What you have to do >>
Scan the lines below and report each one containing "Kochanowskiego" by copying it.
# # # # #
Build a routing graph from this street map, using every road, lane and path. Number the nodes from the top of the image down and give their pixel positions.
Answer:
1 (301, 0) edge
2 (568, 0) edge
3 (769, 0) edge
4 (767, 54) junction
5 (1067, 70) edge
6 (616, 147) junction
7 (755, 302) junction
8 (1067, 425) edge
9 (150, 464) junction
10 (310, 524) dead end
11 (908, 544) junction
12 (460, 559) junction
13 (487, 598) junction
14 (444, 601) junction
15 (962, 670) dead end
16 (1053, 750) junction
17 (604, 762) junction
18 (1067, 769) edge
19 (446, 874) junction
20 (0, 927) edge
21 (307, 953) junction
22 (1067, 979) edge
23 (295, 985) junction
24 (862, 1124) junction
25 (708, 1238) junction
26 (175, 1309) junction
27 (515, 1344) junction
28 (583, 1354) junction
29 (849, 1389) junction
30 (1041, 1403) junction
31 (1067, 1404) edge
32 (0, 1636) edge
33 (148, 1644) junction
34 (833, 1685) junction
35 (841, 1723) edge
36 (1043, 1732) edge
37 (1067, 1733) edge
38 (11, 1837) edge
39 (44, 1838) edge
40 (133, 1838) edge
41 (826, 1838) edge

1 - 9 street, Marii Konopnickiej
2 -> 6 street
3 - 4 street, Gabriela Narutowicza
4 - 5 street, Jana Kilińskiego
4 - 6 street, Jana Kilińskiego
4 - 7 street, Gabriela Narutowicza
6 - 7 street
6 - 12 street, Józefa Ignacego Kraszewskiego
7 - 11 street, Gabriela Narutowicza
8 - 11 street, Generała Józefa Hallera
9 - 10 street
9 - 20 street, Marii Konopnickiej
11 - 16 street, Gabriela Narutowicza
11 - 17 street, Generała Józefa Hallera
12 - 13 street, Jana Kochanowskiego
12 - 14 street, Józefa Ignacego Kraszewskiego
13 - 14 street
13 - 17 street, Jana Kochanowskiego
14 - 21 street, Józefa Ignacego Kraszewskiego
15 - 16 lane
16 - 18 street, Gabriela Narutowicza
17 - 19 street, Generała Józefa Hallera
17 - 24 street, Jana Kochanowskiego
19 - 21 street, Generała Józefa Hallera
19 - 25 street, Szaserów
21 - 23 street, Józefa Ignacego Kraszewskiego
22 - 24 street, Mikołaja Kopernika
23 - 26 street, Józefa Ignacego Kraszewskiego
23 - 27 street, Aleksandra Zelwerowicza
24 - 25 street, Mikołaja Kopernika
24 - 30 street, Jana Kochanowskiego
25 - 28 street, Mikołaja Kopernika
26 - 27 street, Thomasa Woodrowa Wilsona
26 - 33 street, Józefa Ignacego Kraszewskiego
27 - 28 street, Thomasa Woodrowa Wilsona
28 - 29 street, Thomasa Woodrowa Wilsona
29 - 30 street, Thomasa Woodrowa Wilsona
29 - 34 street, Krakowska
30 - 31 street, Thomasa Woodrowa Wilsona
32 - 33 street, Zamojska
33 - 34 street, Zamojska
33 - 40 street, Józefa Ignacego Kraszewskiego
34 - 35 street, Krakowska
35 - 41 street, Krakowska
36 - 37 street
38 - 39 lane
# # # # #
Task response >>
12 - 13 street, Jana Kochanowskiego
13 - 17 street, Jana Kochanowskiego
17 - 24 street, Jana Kochanowskiego
24 - 30 street, Jana Kochanowskiego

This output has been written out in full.